Olympics-Alpine skiing-Men’s downhill postponed to Feb. 7 after high winds – Metro US

Olympics-Alpine skiing-Men’s downhill postponed to Feb. 7 after high winds

Alpine Skiing – Men’s Downhill
Alpine Skiing – Men’s Downhill

YANQING, China (Reuters) -The marquee event of the men’s Alpine Olympic programme at the Beijing Winter Games was postponed to Monday at noon (0400 GMT) after high winds on Sunday forced two hours of delays before organisers threw in the towel.

“Due to the present weather situation with the wind gust and the updated forecast – the jury together with the organiser have decided in the best interest of safety and fairness for the racers to delay today’s men’s Olympic downhill to another day,” organisers said in a statement.

The men’s downhill will take place in between Monday’s scheduled women’s giant slalom, which will be held in two stages on the technical course adjacent to ‘The Rock’ speed course.

Similar wind in the upper and middle areas of the course had led to the cancellation of Saturday’s third training session after just three skiers had completed their run.

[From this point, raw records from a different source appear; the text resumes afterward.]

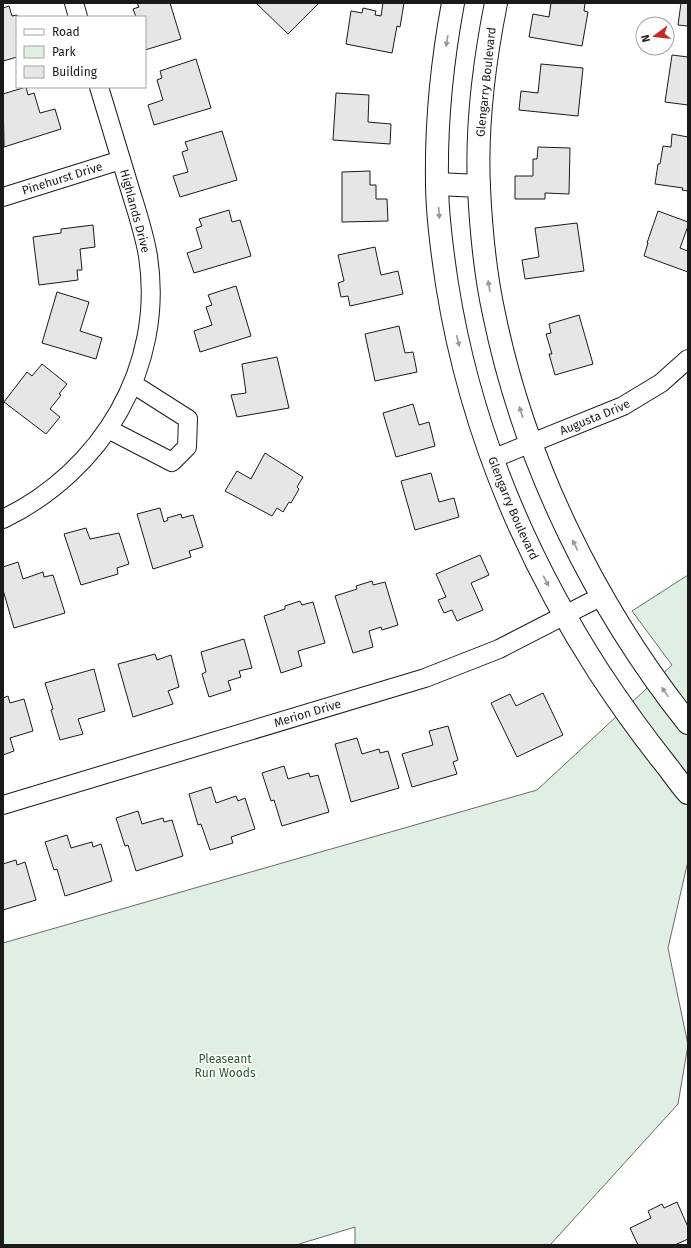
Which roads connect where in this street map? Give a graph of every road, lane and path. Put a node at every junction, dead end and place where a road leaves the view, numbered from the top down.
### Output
1 (74, 3) edge
2 (453, 3) edge
3 (496, 3) edge
4 (78, 16) edge
5 (99, 88) edge
6 (121, 160) junction
7 (437, 184) junction
8 (479, 186) junction
9 (3, 197) edge
10 (688, 359) edge
11 (133, 384) junction
12 (108, 429) junction
13 (531, 444) junction
14 (492, 459) junction
15 (3, 519) edge
16 (602, 596) junction
17 (565, 616) junction
18 (688, 723) edge
19 (688, 793) edge
20 (3, 805) edge

1 - 4 street
2 -> 7 street, Glengarry Boulevard
3 - 8 street, Glengarry Boulevard
5 - 6 street, Highlands Drive
6 - 9 street, Pinehurst Drive
6 - 11 street, Highlands Drive
7 - 8 street
7 -> 14 street, Glengarry Boulevard
13 -> 8 street, Glengarry Boulevard
10 - 13 street, Augusta Drive
11 - 12 street, Highlands Drive
11 - 12 street
12 - 15 street, Highlands Drive
13 - 14 street, Augusta Drive
16 -> 13 street, Glengarry Boulevard
14 -> 17 street, Glengarry Boulevard
16 - 17 street, Merion Drive
18 -> 16 street, Glengarry Boulevard
17 - 19 street, Glengarry Boulevard
17 - 20 street, Merion Drive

While fans are not allowed to attend the race due to COVID-19 restrictions, International Olympic Committee (IOC) President Thomas Bach had arrived at the course, which is made from artificial snow, to watch the event.

Norway’s Aleksander Aamodt Kilde, the favourite in the event, backed the decision but said skiers might have to cope with some degree of wind.

“We will see, we just have to be patient and make sure that we make the right decisions,” the World Cup downhill leader said.

“If we talk about our safety then we can’t do much about it. But if it is only just a little bit, so it is safe to ski, then we might just have to race with wind and take what we get.

“It is an outside sport and we know about the wind and the things that can happen,” added Kilde, who hopes there will be less waiting around if a similar situation emerges.

“It is just a lot of lack of energy when you have to prepare for such a long day and then suddenly at 2 p.m. they have to make a decision. Lets see if they can make a decision earlier in the future and hope for the best.”

French veteran Johan Clarey backed the decision.

“I think the conditions were not safe for everyone, so security first,” said the 41-year-old.